*PROBLEM TO WORK ON*
Look through the entries below. Report each line that has the word "Lilin" in it.

*DATASET RECORDS*
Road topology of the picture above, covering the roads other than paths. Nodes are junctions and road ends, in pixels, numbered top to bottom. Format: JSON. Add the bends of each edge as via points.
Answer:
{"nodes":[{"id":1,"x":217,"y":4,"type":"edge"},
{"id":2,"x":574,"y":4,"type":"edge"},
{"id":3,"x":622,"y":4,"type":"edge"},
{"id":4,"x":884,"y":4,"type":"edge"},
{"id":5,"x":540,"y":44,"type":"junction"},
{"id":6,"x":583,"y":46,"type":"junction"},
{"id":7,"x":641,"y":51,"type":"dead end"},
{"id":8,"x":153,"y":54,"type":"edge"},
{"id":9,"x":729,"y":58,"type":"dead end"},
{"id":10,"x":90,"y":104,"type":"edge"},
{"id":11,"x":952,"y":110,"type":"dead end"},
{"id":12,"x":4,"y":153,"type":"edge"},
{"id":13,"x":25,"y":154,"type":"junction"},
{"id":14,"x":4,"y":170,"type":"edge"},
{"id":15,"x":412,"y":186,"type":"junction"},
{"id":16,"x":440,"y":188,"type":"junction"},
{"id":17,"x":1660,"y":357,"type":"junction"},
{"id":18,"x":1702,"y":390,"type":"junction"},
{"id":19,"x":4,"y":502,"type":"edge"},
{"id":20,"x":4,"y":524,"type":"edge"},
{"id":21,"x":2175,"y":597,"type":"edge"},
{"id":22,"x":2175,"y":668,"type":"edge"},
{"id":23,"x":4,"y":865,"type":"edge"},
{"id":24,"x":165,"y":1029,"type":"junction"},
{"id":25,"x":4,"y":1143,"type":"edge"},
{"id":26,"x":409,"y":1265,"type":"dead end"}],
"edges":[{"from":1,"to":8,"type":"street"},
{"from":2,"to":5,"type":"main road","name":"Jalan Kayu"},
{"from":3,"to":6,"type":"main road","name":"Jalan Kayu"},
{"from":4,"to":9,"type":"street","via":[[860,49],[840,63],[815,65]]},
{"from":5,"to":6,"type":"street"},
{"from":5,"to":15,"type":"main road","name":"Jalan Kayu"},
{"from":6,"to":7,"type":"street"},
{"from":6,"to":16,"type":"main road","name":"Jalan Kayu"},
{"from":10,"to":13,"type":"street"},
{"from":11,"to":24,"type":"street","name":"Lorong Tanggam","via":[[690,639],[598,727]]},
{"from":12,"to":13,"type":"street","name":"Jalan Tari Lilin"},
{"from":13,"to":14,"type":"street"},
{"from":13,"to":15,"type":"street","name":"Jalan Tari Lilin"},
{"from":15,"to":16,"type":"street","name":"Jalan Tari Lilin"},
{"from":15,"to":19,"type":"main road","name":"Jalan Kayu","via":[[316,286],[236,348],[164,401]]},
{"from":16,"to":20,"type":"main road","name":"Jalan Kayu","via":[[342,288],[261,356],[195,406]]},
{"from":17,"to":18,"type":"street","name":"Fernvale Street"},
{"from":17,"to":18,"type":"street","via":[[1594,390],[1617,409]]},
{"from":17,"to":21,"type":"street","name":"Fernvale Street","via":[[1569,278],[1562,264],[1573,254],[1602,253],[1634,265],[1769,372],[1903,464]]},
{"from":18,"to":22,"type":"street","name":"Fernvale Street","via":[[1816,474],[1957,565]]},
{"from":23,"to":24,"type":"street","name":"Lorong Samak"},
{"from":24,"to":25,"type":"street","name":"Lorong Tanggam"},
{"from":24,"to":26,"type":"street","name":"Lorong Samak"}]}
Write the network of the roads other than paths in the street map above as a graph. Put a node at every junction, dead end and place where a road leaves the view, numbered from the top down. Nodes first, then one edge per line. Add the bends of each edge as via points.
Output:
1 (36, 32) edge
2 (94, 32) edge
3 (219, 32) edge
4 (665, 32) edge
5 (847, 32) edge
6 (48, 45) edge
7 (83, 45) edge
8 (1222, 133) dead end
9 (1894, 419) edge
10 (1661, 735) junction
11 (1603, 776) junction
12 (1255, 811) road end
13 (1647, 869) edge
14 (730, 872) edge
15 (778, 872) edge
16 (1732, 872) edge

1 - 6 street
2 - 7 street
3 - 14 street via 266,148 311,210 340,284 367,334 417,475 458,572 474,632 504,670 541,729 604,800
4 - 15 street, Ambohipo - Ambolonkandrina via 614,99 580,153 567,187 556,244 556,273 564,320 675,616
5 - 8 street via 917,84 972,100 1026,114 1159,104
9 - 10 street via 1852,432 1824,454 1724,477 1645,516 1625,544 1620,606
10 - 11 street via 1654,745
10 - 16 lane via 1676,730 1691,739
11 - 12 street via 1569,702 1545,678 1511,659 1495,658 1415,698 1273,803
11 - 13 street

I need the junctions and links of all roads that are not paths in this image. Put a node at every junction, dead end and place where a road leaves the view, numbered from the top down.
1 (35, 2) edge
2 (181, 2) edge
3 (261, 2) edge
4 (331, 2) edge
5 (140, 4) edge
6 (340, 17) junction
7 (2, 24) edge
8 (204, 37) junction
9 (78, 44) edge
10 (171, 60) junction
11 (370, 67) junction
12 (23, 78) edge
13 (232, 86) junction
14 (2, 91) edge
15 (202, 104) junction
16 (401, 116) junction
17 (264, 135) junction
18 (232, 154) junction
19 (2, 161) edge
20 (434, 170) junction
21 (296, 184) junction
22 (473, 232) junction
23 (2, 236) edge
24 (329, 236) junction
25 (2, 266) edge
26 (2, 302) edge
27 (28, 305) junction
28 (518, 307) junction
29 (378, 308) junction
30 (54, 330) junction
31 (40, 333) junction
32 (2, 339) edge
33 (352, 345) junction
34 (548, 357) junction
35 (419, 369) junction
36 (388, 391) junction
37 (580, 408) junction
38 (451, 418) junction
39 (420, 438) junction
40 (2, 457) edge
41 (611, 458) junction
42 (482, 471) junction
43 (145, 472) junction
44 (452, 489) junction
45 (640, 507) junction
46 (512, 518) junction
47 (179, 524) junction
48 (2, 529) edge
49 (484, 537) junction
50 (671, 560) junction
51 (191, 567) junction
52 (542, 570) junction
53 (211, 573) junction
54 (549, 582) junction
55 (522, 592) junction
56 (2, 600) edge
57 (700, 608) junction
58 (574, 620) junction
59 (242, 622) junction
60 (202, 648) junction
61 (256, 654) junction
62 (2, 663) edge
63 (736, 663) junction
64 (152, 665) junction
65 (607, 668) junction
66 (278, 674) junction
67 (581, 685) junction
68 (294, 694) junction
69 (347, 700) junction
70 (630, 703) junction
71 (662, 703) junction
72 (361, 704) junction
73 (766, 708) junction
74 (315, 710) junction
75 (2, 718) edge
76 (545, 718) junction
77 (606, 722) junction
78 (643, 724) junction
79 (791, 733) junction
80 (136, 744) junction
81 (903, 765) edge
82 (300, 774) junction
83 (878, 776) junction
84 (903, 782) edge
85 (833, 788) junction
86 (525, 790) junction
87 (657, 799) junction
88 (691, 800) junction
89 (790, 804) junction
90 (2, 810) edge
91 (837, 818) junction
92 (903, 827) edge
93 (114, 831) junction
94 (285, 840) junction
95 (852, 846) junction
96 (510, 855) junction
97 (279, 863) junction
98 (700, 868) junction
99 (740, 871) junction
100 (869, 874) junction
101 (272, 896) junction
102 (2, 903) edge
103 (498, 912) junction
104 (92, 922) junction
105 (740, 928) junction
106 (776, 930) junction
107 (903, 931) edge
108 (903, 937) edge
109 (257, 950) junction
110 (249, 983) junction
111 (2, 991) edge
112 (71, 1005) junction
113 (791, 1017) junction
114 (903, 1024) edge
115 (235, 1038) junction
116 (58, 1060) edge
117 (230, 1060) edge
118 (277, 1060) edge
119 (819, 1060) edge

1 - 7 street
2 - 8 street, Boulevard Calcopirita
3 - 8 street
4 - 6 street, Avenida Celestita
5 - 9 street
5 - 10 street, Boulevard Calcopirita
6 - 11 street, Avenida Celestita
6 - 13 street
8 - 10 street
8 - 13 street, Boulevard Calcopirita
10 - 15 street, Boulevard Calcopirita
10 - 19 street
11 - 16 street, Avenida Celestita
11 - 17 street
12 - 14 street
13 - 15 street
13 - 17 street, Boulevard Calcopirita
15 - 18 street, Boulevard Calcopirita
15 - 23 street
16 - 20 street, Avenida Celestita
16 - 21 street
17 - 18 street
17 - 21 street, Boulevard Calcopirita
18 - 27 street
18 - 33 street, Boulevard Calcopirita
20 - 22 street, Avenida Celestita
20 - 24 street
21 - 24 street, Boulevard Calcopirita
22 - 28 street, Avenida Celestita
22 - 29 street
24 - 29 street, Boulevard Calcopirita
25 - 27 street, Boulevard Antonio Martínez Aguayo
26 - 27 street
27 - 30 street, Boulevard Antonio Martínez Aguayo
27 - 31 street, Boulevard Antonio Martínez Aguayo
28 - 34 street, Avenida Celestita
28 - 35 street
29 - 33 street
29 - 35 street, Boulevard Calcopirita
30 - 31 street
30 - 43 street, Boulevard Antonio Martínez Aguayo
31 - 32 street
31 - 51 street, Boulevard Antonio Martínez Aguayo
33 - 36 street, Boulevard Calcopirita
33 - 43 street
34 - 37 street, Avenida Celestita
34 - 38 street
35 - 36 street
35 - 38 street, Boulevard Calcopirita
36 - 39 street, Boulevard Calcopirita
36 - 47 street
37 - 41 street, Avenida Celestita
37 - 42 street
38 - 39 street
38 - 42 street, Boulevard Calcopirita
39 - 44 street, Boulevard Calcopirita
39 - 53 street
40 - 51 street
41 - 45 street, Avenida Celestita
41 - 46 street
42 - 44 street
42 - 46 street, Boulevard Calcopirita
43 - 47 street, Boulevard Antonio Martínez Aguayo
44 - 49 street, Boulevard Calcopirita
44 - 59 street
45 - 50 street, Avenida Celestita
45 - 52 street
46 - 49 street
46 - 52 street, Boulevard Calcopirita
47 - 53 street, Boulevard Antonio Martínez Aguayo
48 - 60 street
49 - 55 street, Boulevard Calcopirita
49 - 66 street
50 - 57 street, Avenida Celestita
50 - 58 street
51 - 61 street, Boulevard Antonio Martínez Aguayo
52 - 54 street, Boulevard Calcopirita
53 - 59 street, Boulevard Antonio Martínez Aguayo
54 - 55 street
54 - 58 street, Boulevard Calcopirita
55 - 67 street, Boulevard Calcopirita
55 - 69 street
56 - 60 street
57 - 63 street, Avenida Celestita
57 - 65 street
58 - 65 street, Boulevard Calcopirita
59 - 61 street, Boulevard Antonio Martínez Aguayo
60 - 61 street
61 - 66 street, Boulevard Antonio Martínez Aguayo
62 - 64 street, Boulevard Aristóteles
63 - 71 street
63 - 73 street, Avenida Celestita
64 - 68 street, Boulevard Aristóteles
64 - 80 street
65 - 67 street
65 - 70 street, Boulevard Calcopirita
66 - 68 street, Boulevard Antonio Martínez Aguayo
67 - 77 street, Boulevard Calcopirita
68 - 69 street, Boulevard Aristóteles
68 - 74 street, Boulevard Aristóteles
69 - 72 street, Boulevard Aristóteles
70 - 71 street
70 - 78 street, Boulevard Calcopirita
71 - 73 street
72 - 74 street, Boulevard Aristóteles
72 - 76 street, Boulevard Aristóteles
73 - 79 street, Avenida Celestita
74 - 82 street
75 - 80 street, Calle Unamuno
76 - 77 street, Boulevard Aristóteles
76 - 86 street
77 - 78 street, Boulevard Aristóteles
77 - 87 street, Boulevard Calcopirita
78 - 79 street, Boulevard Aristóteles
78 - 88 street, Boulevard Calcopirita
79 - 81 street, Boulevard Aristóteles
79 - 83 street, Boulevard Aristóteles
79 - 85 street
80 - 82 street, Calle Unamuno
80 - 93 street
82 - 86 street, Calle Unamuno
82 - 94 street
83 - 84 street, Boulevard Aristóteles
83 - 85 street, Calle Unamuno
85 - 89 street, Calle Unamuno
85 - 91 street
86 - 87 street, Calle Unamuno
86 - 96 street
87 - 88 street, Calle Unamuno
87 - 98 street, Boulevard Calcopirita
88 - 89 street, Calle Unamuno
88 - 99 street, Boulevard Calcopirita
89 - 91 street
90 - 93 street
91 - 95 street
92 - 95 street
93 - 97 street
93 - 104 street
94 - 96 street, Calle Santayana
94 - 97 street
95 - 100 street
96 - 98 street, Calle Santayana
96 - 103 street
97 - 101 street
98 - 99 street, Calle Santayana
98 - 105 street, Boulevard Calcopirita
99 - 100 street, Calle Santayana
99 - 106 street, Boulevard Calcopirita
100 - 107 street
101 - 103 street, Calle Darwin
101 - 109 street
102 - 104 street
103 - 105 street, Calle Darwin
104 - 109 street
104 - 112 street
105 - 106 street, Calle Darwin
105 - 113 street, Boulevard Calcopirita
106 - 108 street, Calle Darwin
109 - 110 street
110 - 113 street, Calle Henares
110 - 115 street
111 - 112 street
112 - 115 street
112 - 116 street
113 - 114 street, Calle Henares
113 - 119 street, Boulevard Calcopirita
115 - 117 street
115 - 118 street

*PROBLEM SOLUTION*
{"from":12,"to":13,"type":"street","name":"Jalan Tari Lilin"},
{"from":13,"to":15,"type":"street","name":"Jalan Tari Lilin"},
{"from":15,"to":16,"type":"street","name":"Jalan Tari Lilin"},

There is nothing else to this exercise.